• **WHAT THIS TASK INVOLVES**
Please write out the full listing beneath this line exactly, skipping its images.

• **EXERCISE MATERIAL**
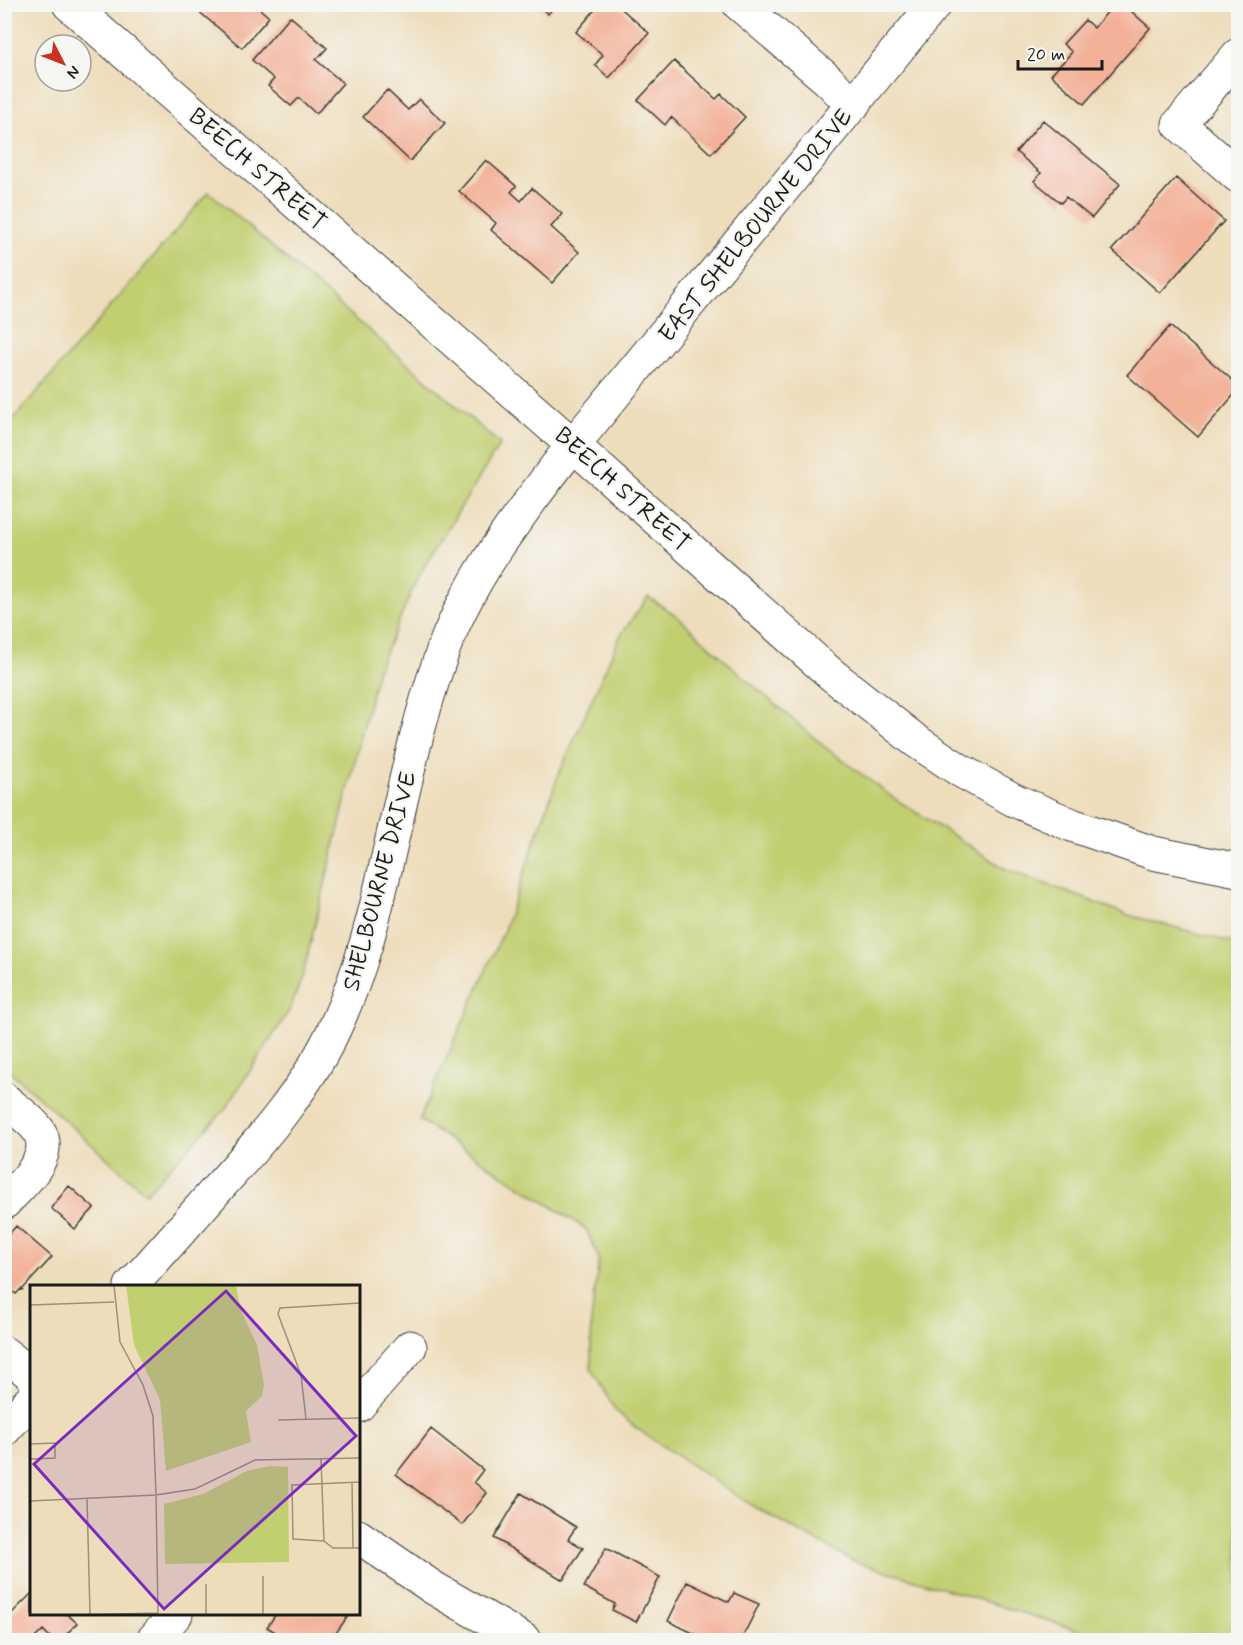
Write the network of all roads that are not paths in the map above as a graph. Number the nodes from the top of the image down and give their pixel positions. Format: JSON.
{"nodes":[{"id":1,"x":69,"y":4,"type":"edge"},
{"id":2,"x":739,"y":4,"type":"edge"},
{"id":3,"x":935,"y":4,"type":"edge"},
{"id":4,"x":1239,"y":56,"type":"edge"},
{"id":5,"x":853,"y":105,"type":"junction"},
{"id":6,"x":1239,"y":176,"type":"edge"},
{"id":7,"x":573,"y":445,"type":"junction"},
{"id":8,"x":1239,"y":870,"type":"edge"},
{"id":9,"x":4,"y":1099,"type":"edge"},
{"id":10,"x":4,"y":1203,"type":"edge"},
{"id":11,"x":133,"y":1285,"type":"edge"},
{"id":12,"x":410,"y":1347,"type":"dead end"},
{"id":13,"x":4,"y":1353,"type":"edge"},
{"id":14,"x":30,"y":1373,"type":"edge"},
{"id":15,"x":30,"y":1401,"type":"edge"},
{"id":16,"x":360,"y":1404,"type":"edge"},
{"id":17,"x":4,"y":1430,"type":"edge"},
{"id":18,"x":360,"y":1537,"type":"edge"},
{"id":19,"x":175,"y":1615,"type":"edge"},
{"id":20,"x":153,"y":1641,"type":"edge"},
{"id":21,"x":524,"y":1641,"type":"edge"}],
"edges":[{"from":1,"to":7,"type":"street","name":"BEECH STREET"},
{"from":2,"to":5,"type":"street"},
{"from":3,"to":5,"type":"street","name":"EAST SHELBOURNE DRIVE"},
{"from":4,"to":6,"type":"street"},
{"from":5,"to":7,"type":"street","name":"EAST SHELBOURNE DRIVE"},
{"from":7,"to":8,"type":"street","name":"BEECH STREET"},
{"from":7,"to":11,"type":"street","name":"SHELBOURNE DRIVE"},
{"from":9,"to":10,"type":"street"},
{"from":12,"to":16,"type":"street"},
{"from":13,"to":14,"type":"street"},
{"from":15,"to":17,"type":"street"},
{"from":18,"to":21,"type":"street"},
{"from":19,"to":20,"type":"street"}]}
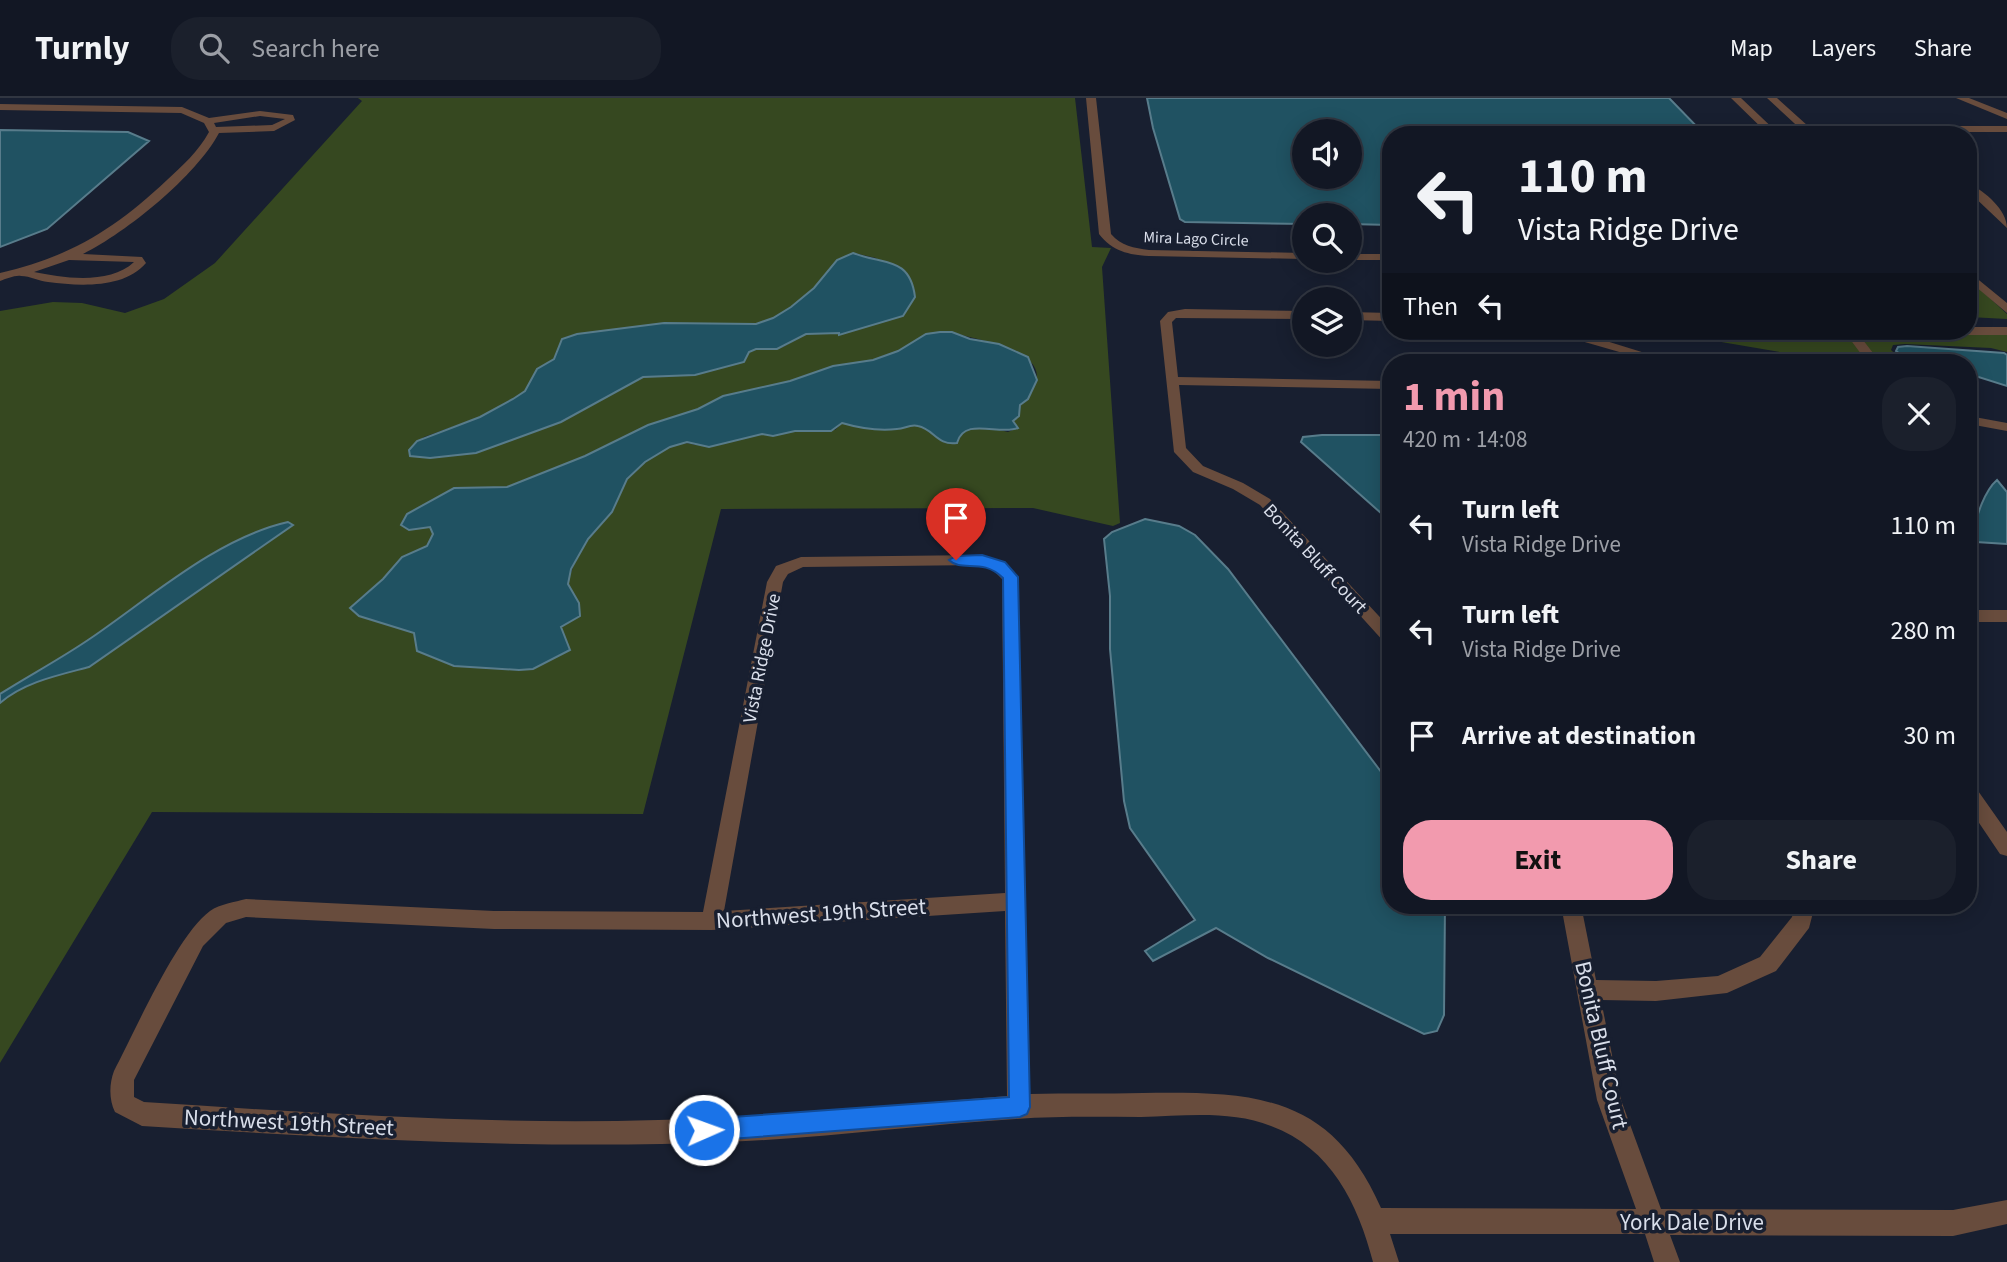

• **OUTPUT OF THE TASK**
Write the network of all roads that are not paths in the map above as a graph. Number the nodes from the top of the image down and give their pixel positions. Format: JSON.
{"nodes":[{"id":1,"x":69,"y":4,"type":"edge"},
{"id":2,"x":739,"y":4,"type":"edge"},
{"id":3,"x":935,"y":4,"type":"edge"},
{"id":4,"x":1239,"y":56,"type":"edge"},
{"id":5,"x":853,"y":105,"type":"junction"},
{"id":6,"x":1239,"y":176,"type":"edge"},
{"id":7,"x":573,"y":445,"type":"junction"},
{"id":8,"x":1239,"y":870,"type":"edge"},
{"id":9,"x":4,"y":1099,"type":"edge"},
{"id":10,"x":4,"y":1203,"type":"edge"},
{"id":11,"x":133,"y":1285,"type":"edge"},
{"id":12,"x":410,"y":1347,"type":"dead end"},
{"id":13,"x":4,"y":1353,"type":"edge"},
{"id":14,"x":30,"y":1373,"type":"edge"},
{"id":15,"x":30,"y":1401,"type":"edge"},
{"id":16,"x":360,"y":1404,"type":"edge"},
{"id":17,"x":4,"y":1430,"type":"edge"},
{"id":18,"x":360,"y":1537,"type":"edge"},
{"id":19,"x":175,"y":1615,"type":"edge"},
{"id":20,"x":153,"y":1641,"type":"edge"},
{"id":21,"x":524,"y":1641,"type":"edge"}],
"edges":[{"from":1,"to":7,"type":"street","name":"BEECH STREET"},
{"from":2,"to":5,"type":"street"},
{"from":3,"to":5,"type":"street","name":"EAST SHELBOURNE DRIVE"},
{"from":4,"to":6,"type":"street"},
{"from":5,"to":7,"type":"street","name":"EAST SHELBOURNE DRIVE"},
{"from":7,"to":8,"type":"street","name":"BEECH STREET"},
{"from":7,"to":11,"type":"street","name":"SHELBOURNE DRIVE"},
{"from":9,"to":10,"type":"street"},
{"from":12,"to":16,"type":"street"},
{"from":13,"to":14,"type":"street"},
{"from":15,"to":17,"type":"street"},
{"from":18,"to":21,"type":"street"},
{"from":19,"to":20,"type":"street"}]}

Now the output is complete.